What Is A Randomized Deck?
The reason I say “most of the time” is that a truly randomized Deck could give you any 6 cards in your opening hand: including 3 copies of the same 2 cards, 6 monsters, and so on. You can’t expect to avoid that all the time. What we’re trying to do instead, is make sure that your draws are never influenced by patterns or clumps of cards in your Deck. There are a lot of ways that cards can clump together:
-When you make changes to your Deck between tournaments, you probably sort your Deck into monsters, Spells, and Traps.
-You might sort your Deck between Matches to make sure you have all of your cards.
-If a Judge Deck checks your Deck at a tournament, you may get it back organized and sorted.
Even just normal Dueling might make a pattern amongst your cards. Spell Cards are sent to your Graveyard when they resolve, so your Spells might clump together. If you finish a Duel with 4 or 5 monsters on your field, those monsters might clump, too. Activating Pot of Avariceand sending 5 monsters from your Graveyard to your Deck could leave you with a pile of Spells and Traps in your Graveyard at the end of the Duel.
The good news is that no matter how your cards get clumped, good shuffling habits can solve the problem. A simple routine can ensure that your deck is randomized.
Before every game, make sure to start your shuffling with a “pile shuffle,” also called a “power shuffle.”
-Take your Main Deck (face-down!) and go card by card from the top, laying out 6 or 8 piles of cards face-down.
-Put the first card in Pile 1, the second card in Pile 2, and so on until you have 1 card in each pile.
-Then do it again, adding a second card to each pile. Continue until all your cards have been divided into piles.
-Combine those piles into one stack: your Deck. Congratulations, you have just completed a pile shuffle.
Pile shuffling isn’t really random: there’s nothing random about taking one stack of cards and turning it into 8 piles. But pile shuffling is good because it breaks up those patterns and clumps that can sometimes form in your Deck. Because pile shuffling isn’t really random, you always need to follow it with a second type of shuffle.
Your second shuffle can be any type you like. If you’re new to card games, you can find demonstrations of different types of shuffles online. Popular shuffles include the Overhand Shuffle, Kenchi Shuffle, or the Weave Shuffle – they’re all easy to do, and the more shuffles you use, the more randomized your Deck will be. Just 2 to 3 minutes of shuffling before and between Duels will do the trick.
Shuffling Your Opponent’s Deck
You’re responsible for making sure that your Deck is properly randomized, but you’re also responsible for making sure that your opponent’s Deck is too. Once you finish shuffling your Deck, you’ll present it to your opponent for further randomization. Your opponent will do the same, and you’ll get to shuffle or cut his Deck in return. There are a few things to remember here:
-Be careful when handling someone else’s cards – you never want to damage another Duelist’s Deck.
-Make sure not to expose the card faces to your view, or your opponent’s.
-The opponent’s shuffle or cut should be the last randomization to your Deck.

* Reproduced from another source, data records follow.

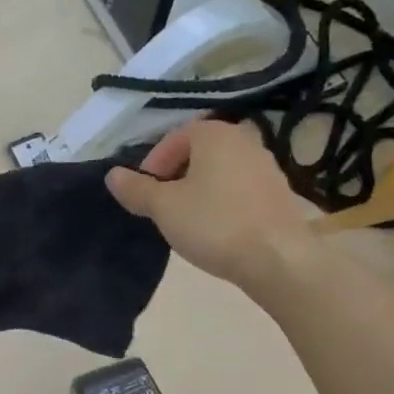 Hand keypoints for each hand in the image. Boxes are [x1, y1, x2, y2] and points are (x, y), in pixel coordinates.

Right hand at [106, 121, 310, 286]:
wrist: (278, 259)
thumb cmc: (214, 224)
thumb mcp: (164, 207)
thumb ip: (136, 189)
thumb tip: (113, 175)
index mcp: (215, 134)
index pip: (175, 138)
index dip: (154, 164)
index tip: (145, 193)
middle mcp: (245, 140)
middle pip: (199, 153)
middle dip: (176, 176)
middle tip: (162, 206)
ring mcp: (267, 167)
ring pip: (221, 172)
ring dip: (200, 190)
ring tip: (187, 220)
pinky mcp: (280, 194)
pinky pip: (240, 190)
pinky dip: (223, 203)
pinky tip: (216, 230) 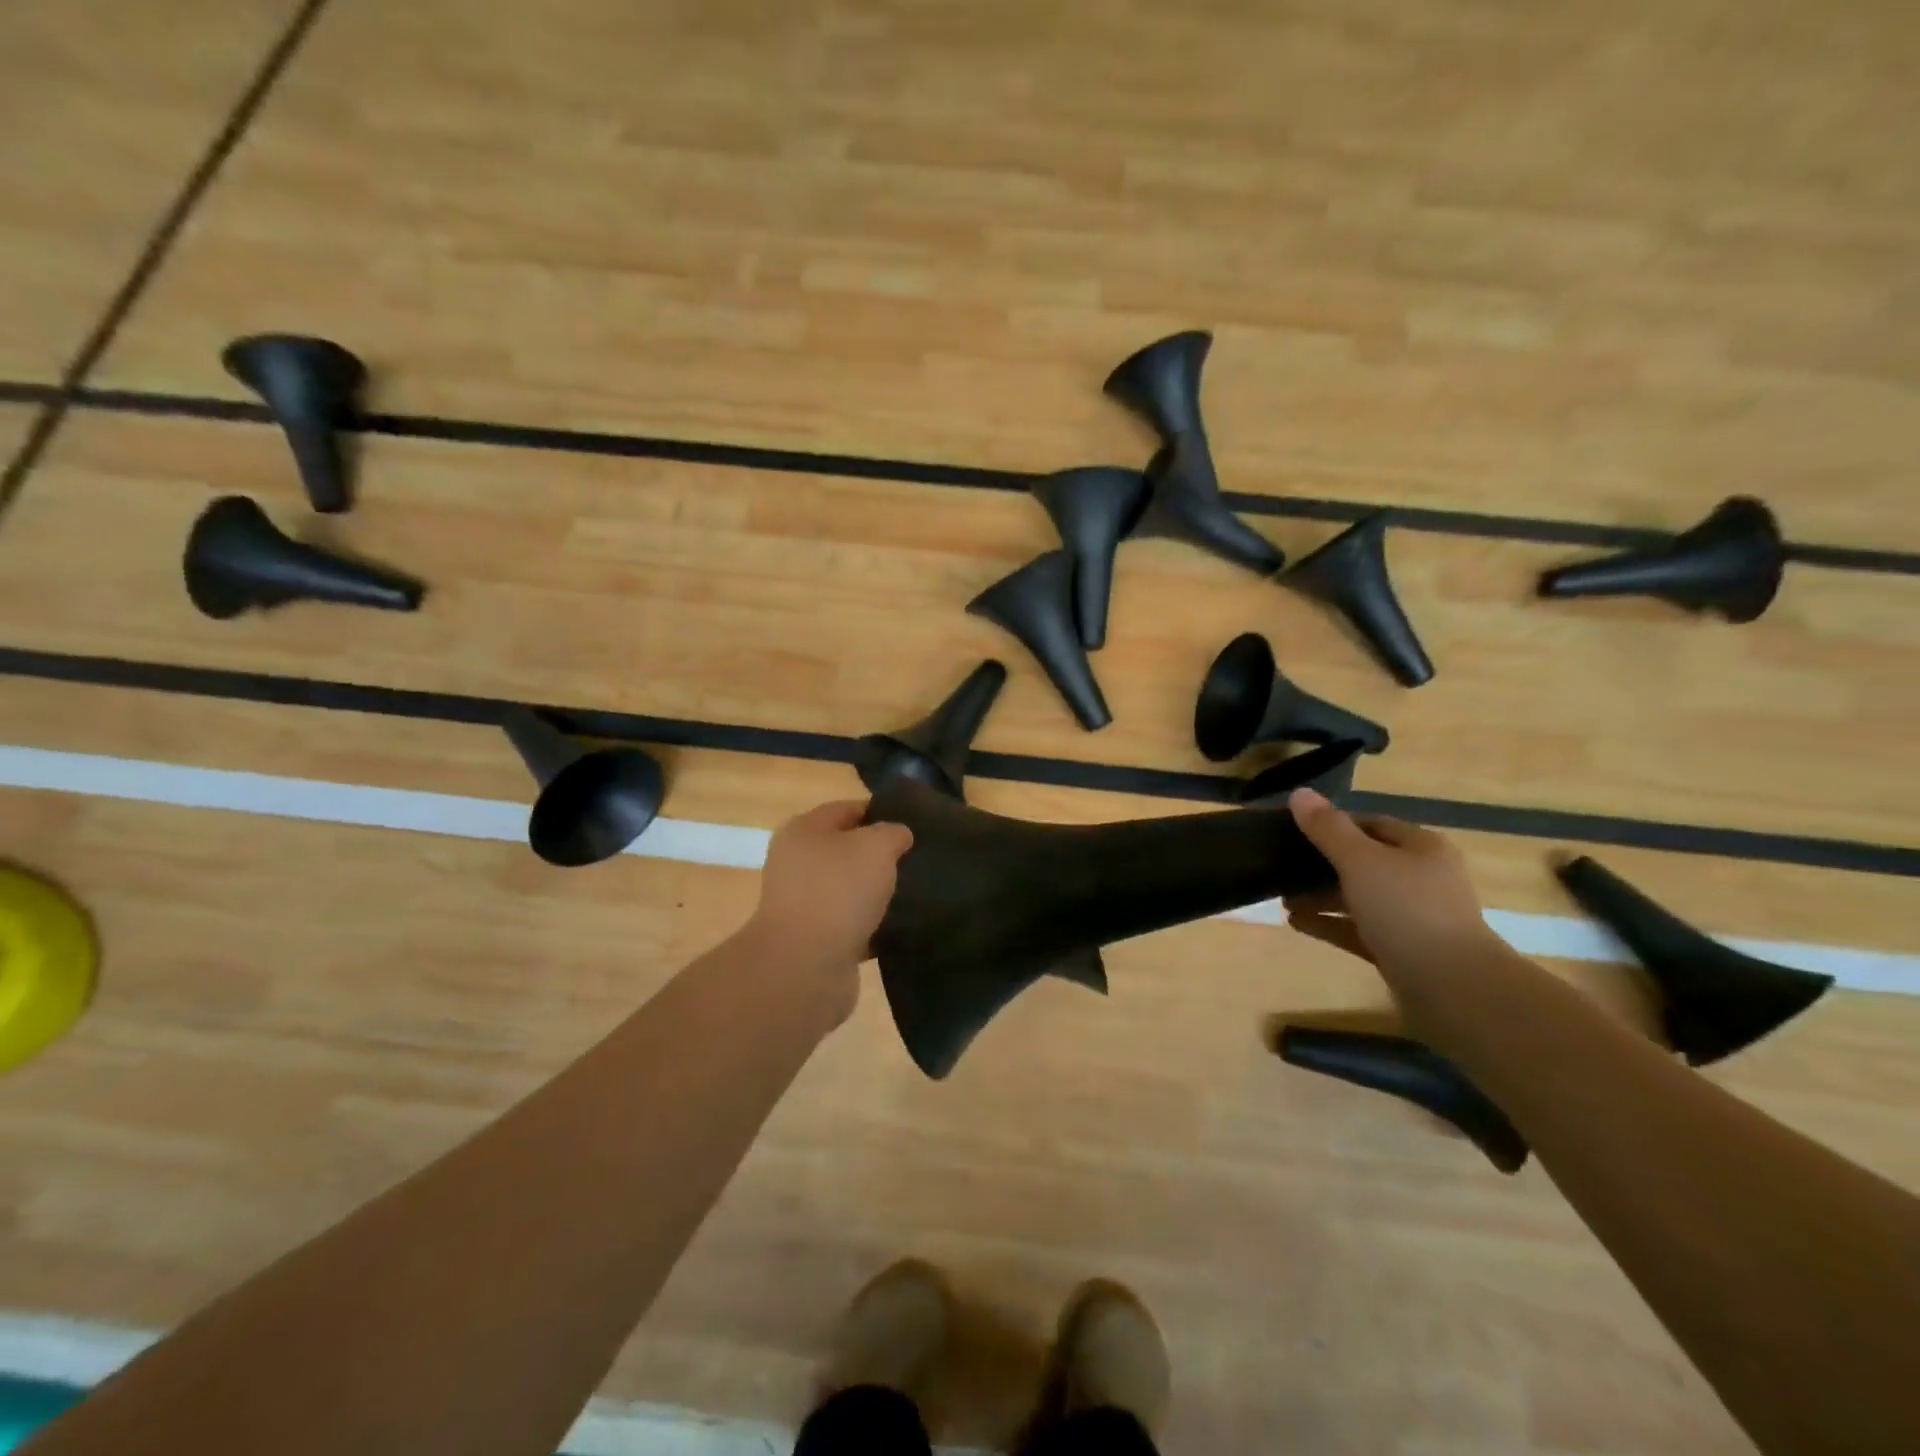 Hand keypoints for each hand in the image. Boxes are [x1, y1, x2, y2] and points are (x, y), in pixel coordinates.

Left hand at [740, 801, 913, 1016]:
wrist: (805, 966)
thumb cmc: (838, 891)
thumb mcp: (876, 847)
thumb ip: (892, 833)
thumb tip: (897, 836)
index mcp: (803, 831)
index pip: (847, 809)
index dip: (880, 811)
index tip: (914, 823)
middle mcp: (797, 864)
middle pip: (846, 850)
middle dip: (880, 854)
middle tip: (918, 859)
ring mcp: (803, 905)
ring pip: (849, 889)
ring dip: (876, 892)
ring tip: (915, 893)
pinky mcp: (815, 941)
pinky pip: (850, 925)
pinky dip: (872, 926)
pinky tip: (900, 928)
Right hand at [1283, 788, 1498, 978]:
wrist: (1453, 988)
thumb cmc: (1407, 910)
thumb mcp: (1360, 861)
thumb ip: (1327, 828)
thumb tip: (1299, 793)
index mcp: (1421, 848)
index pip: (1372, 824)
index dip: (1333, 824)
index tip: (1295, 831)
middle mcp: (1421, 878)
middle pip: (1364, 861)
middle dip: (1321, 864)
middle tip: (1282, 866)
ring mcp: (1414, 917)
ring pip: (1359, 897)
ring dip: (1321, 896)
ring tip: (1282, 899)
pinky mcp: (1402, 950)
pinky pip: (1358, 929)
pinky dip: (1329, 923)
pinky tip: (1296, 922)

You don’t get to cut or shuffle it anymore after.
Randomizing each other’s Decks ensures fair play, and compensates if 1 Duelist forgets to shuffle properly. Remember: whenever your opponent shuffles his Deck, even during the middle of a Duel (for instance, after resolving an effect like Sangan’s), you must shuffle your opponent’s Deck as well.
Got all that?! Here are some quick reminders about what we discussed:
-It’s your responsibility to ensure that both Duelists’ Decks are randomized, both yours and your opponent’s.
-Always pile shuffle, but follow up with at least one more type of shuffle after.
-Always shuffle with your cards face-down, so neither Duelist can see the card faces.
-Your opponent always gets the last cut or shuffle on your Deck
-You always get the last cut or shuffle on your opponent’s Deck
-Always be careful when handling someone else’s cards
Stick to a simple shuffling routine and your Deck will always be randomized. You spend a lot of time perfecting your Deck and your Dueling skills: make sure your Deck is always properly shuffled so you have the fair chance you deserve.